> **Work required**
Below is some data. Retype exactly the lines starting at the one with "translate:0 -50%; text-align:left" and ending at the one with "position:absolute; left:1007px; top:28px;".

Exercise data section start

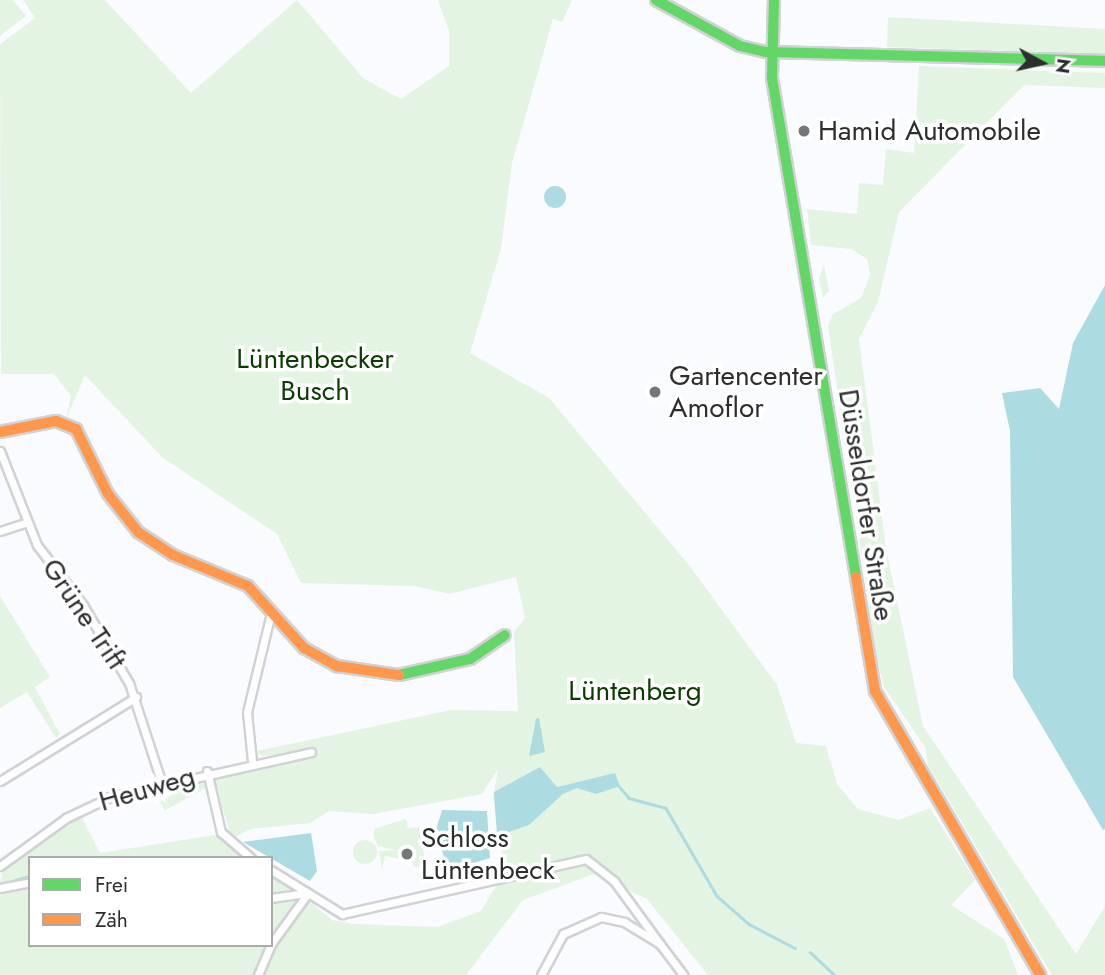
<!DOCTYPE html>
<html>
<head>
<meta charset="utf-8">
<style>
	body { margin:0 }
	#map { position:relative; width:1105px; height:975px; overflow:hidden; background:#f9fbfe; font-family:Jost,sans-serif }
	div>[style] { position:absolute }
	.green>* { inset:0; background:#e4f4e3; transform-origin:0 0 }
	.round { border-radius:50% }
	.water>* { inset:0; background:#acdce1 }
	.stream>* { height:2.5px; margin:-1.25px; padding:0 1.25px; transform-origin:1.25px; border-radius:1.25px; background:#acdce1 }
	.roads { filter:drop-shadow(2px 0 #d0d2d4) drop-shadow(-2px 0 #d0d2d4) drop-shadow(0 2px #d0d2d4) drop-shadow(0 -2px #d0d2d4) }
	.street>* { height:7px; margin:-3.5px; padding:0 3.5px; transform-origin:3.5px; border-radius:3.5px; background:#fefeff }
	.fast>* { height:10px; margin:-5px; padding:0 5px; transform-origin:5px; border-radius:5px; background:#63d668 }
	.slow>* { height:10px; margin:-5px; padding:0 5px; transform-origin:5px; border-radius:5px; background:#ff974d }
	.dots>* { width:19px; height:19px; translate:-50% -50%; box-sizing:border-box; border:4px solid #fff; border-radius:50% }
	span { translate:-50% -50%; white-space:nowrap; text-align:center; line-height:1.15; -webkit-text-stroke:7px #fff; paint-order:stroke }
	.poi-label { font-size:28px; color:#2d2e2f }
	.left { translate:0 -50%; text-align:left }
	.park-label { font-size:28px; color:#0c3c02 }
	.street-label { font-size:28px; color:#2d2e2f }
	.legend { position:absolute; left:28px; top:856px; width:245px; height:91px; box-sizing:border-box; background:#fff; border:2px solid #ababac; margin:0; padding:9px 12px; list-style:none; font-size:21px; color:#2d2e2f }
	.legend li { display:flex; align-items:center; gap:14px; height:35px }
	.legend b { width:35px; border:2px solid #ababac }
	.north { position:absolute; left:1007px; top:28px; width:70px; height:70px; -webkit-text-stroke:5px #fff; paint-order:stroke; rotate:98deg; font-size:19px; font-weight:700; line-height:28px; text-align:center; color:#2d2e2f }
	.north::after { content:''; display:block; margin:auto; width:24px; height:32px; background:#2d2e2f; clip-path:polygon(50% 0,100% 100%,50% 72%,0 100%) }
</style>
</head>
<body>
<div id="map">
	<div class="green">
		<div style="clip-path:polygon(0 0,13px 0,26px 16px,0 36px)"></div>
		<div style="clip-path:polygon(23px 0,105px 0,191px 93px,297px 0,363px 78px,401px 99px,449px 66px,449px 31px,438px 0,572px 0,562px 22px,553px 19px,512px 163px,501px 249px,470px 353px,549px 398px,688px 564px,777px 685px,796px 743px,826px 746px,837px 784px,858px 809px,899px 820px,930px 808px,975px 880px,951px 905px,1004px 939px,1018px 975px,708px 975px,647px 899px,594px 874px,523px 900px,466px 975px,0 975px,0 891px,30px 884px,30px 945px,271px 945px,271px 901px,296px 897px,299px 910px,308px 900px,332px 920px,354px 924px,437px 927px,481px 911px,505px 871px,493px 797px,498px 769px,482px 794px,373px 814px,329px 811px,310px 823px,251px 829px,232px 839px,213px 778px,308px 752px,264px 756px,258px 754px,257px 751px,451px 710px,518px 711px,514px 632px,525px 618px,516px 577px,449px 594px,415px 586px,301px 583px,277px 534px,162px 457px,85px 375px,66px 419px,71px 396px,54px 374px,1px 374px,0 44px,35px 18px)"></div>
		<div style="clip-path:polygon(888px 17px,1105px 29px,1105px 54px,887px 47px)"></div>
		<div style="clip-path:polygon(919px 66px,1105px 73px,1105px 88px,1024px 85px,899px 212px,878px 302px,859px 339px,886px 548px,923px 726px,1076px 954px,1105px 906px,1105px 975px,1052px 975px,928px 765px,925px 747px,884px 687px,876px 656px,828px 326px,833px 314px,861px 298px,870px 275px,867px 259px,851px 249px,811px 245px,807px 209px,857px 214px,859px 183px,883px 185px,886px 149px,914px 153px)"></div>
		<div style="clip-path:polygon(824px 265px,829px 291px,823px 297px,819px 279px)"></div>
		<div style="clip-path:polygon(0 596px,50px 677px,35px 687px,60px 734px,56px 738px,27px 692px,0 708px)"></div>
		<div style="left:201px;top:779px;width:10px;height:47px;rotate:61deg"></div>
		<div style="clip-path:polygon(80px 814px,100px 853px,215px 835px,245px 858px,30px 858px,30px 879px,0 885px,3px 866px)"></div>
		<div style="clip-path:polygon(406px 819px,408px 828px,419px 827px,426px 866px,414px 867px,408px 853px,378px 846px,374px 837px,374px 829px)"></div>
		<div class="round" style="left:353px;top:840px;width:24px;height:24px"></div>
		<div style="clip-path:polygon(398px 850px,407px 860px,385px 856px,382px 870px,379px 851px)"></div>
		<div style="clip-path:polygon(271px 874px,290px 885px,294px 889px,271px 895px)"></div>
	</div>
	<div class="water">
		<div class="round" style="left:544px;top:186px;width:22px;height:22px"></div>
		<div style="clip-path:polygon(1105px 285px,1105px 829px,1103px 830px,1013px 677px,1010px 431px,1002px 393px,1040px 388px,1059px 409px,1073px 343px)"></div>
		<div style="clip-path:polygon(539px 718px,545px 752px,529px 756px,536px 719px)"></div>
		<div style="clip-path:polygon(540px 767px,557px 787px,615px 773px,620px 786px,596px 794px,577px 788px,563px 794px,529px 825px,497px 836px,494px 792px)"></div>
		<div style="clip-path:polygon(442px 810px,487px 811px,490px 858px,448px 871px,436px 830px)"></div>
		<div style="clip-path:polygon(311px 833px,317px 871px,310px 881px,243px 842px)"></div>
	</div>
	<div class="stream">
		<div style="left:619px;top:786px;width:16px;rotate:50deg"></div>
		<div style="left:629px;top:798px;width:38px;rotate:15deg"></div>
		<div style="left:666px;top:808px;width:102px;rotate:59.9deg"></div>
		<div style="left:717px;top:896px;width:43px;rotate:41.2deg"></div>
		<div style="left:749px;top:924px;width:52px;rotate:27.6deg"></div>
		<div style="left:9px;top:882px;width:22px;rotate:-16deg"></div>
		<div style="left:810px;top:952px;width:34px;rotate:43deg"></div>
	</div>
	<div class="roads">
		<div class="street">
			<div style="left:0;top:451px;width:101px;rotate:68.5deg"></div>
			<div style="left:37px;top:545px;width:76px;rotate:52.5deg"></div>
			<div style="left:83px;top:605px;width:91px;rotate:59.5deg"></div>
			<div style="left:129px;top:683px;width:103px;rotate:71.9deg"></div>
			<div style="left:0;top:531px;width:26px;rotate:-18deg"></div>
			<div style="left:252px;top:761px;width:49px;rotate:-95.8deg"></div>
			<div style="left:247px;top:712px;width:98px;rotate:-76.4deg"></div>
			<div style="left:207px;top:771px;width:63px;rotate:77.1deg"></div>
			<div style="left:221px;top:832px;width:40px;rotate:41deg"></div>
			<div style="left:0;top:781px;width:160px;rotate:-31.7deg"></div>
			<div style="left:0;top:866px;width:82px;rotate:-36deg"></div>
			<div style="left:66px;top:818px;width:49px;rotate:-25.5deg"></div>
			<div style="left:110px;top:797px;width:206px;rotate:-12.6deg"></div>
			<div style="left:271px;top:870px;width:84px;rotate:31.8deg"></div>
			<div style="left:342px;top:914px;width:250px;rotate:-12.7deg"></div>
			<div style="left:586px;top:859px;width:36px;rotate:38deg"></div>
			<div style="left:614px;top:881px;width:78px;rotate:53.9deg"></div>
			<div style="left:0;top:888px;width:31px;rotate:-11deg"></div>
			<div style="left:271px;top:898px;width:36px;rotate:-8deg"></div>
			<div style="left:271px;top:944px;width:63px;rotate:-54deg"></div>
			<div style="left:258px;top:975px;width:33px;rotate:-67deg"></div>
			<div style="left:541px;top:975px;width:47px;rotate:-61.8deg"></div>
			<div style="left:563px;top:934px;width:42px;rotate:-24.1deg"></div>
			<div style="left:601px;top:917px;width:24px;rotate:12deg"></div>
			<div style="left:624px;top:922px;width:42px;rotate:31.4deg"></div>
			<div style="left:660px;top:944px;width:39px;rotate:53deg"></div>
		</div>
		<div class="fast">
			<div style="left:656px;top:0;width:96px;rotate:28.7deg"></div>
			<div style="left:740px;top:46px;width:26px;rotate:13deg"></div>
			<div style="left:765px;top:52px;width:340px;rotate:1.5deg"></div>
			<div style="left:774px;top:0;width:78px;rotate:91.5deg"></div>
			<div style="left:772px;top:78px;width:506px;rotate:80.44deg"></div>
			<div style="left:399px;top:675px;width:73px;rotate:-12.7deg"></div>
			<div style="left:470px;top:659px;width:42px;rotate:-34.4deg"></div>
		</div>
		<div class="slow">
			<div style="left:0;top:432px;width:57px;rotate:-11.1deg"></div>
			<div style="left:56px;top:421px;width:22px;rotate:22deg"></div>
			<div style="left:76px;top:429px;width:72px;rotate:63.8deg"></div>
			<div style="left:108px;top:494px;width:48px;rotate:51.7deg"></div>
			<div style="left:138px;top:532px;width:42px;rotate:33.3deg"></div>
			<div style="left:173px;top:555px;width:81px;rotate:22.5deg"></div>
			<div style="left:248px;top:586px;width:84px;rotate:47.9deg"></div>
			<div style="left:304px;top:648px;width:38px;rotate:29deg"></div>
			<div style="left:337px;top:666px;width:63px;rotate:8.3deg"></div>
			<div style="left:856px;top:577px;width:116px;rotate:80.5deg"></div>
			<div style="left:875px;top:691px;width:328px;rotate:59.8deg"></div>
		</div>
	</div>
	<div class="dots">
		<div style="left:804px;top:131px;background:#747677"></div>
		<div style="left:655px;top:392px;background:#747677"></div>
		<div style="left:407px;top:854px;background:#747677"></div>
	</div>
	<div class="poi-label">
		<span class="left" style="left:818px;top:131px">Hamid Automobile</span>
		<span class="left" style="left:669px;top:392px">Gartencenter<br>Amoflor</span>
		<span class="left" style="left:421px;top:854px">Schloss<br>Lüntenbeck</span>
	</div>
	<div class="park-label">
		<span style="left:315px;top:375px">Lüntenbecker<br>Busch</span>
		<span style="left:635px;top:691px">Lüntenberg</span>
	</div>
	<div class="street-label">
		<span style="left:866px;top:505px;rotate:81deg">Düsseldorfer Straße</span>
		<span style="left:84px;top:614px;rotate:56deg">Grüne Trift</span>
		<span style="left:147px;top:789px;rotate:-16deg">Heuweg</span>
	</div>
	<ul class="legend">
	<li><b style="height:9px;background:#63d668"></b>Frei</li>
	<li><b style="height:9px;background:#ff974d"></b>Zäh</li>
	</ul>
	<div class="north">N</div>
</div>
</body>
</html>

Exercise data section end

> **Response box**
	.left { translate:0 -50%; text-align:left }
	.park-label { font-size:28px; color:#0c3c02 }
	.street-label { font-size:28px; color:#2d2e2f }
	.legend { position:absolute; left:28px; top:856px; width:245px; height:91px; box-sizing:border-box; background:#fff; border:2px solid #ababac; margin:0; padding:9px 12px; list-style:none; font-size:21px; color:#2d2e2f }
	.legend li { display:flex; align-items:center; gap:14px; height:35px }
	.legend b { width:35px; border:2px solid #ababac }
	.north { position:absolute; left:1007px; top:28px; width:70px; height:70px; -webkit-text-stroke:5px #fff; paint-order:stroke; rotate:98deg; font-size:19px; font-weight:700; line-height:28px; text-align:center; color:#2d2e2f }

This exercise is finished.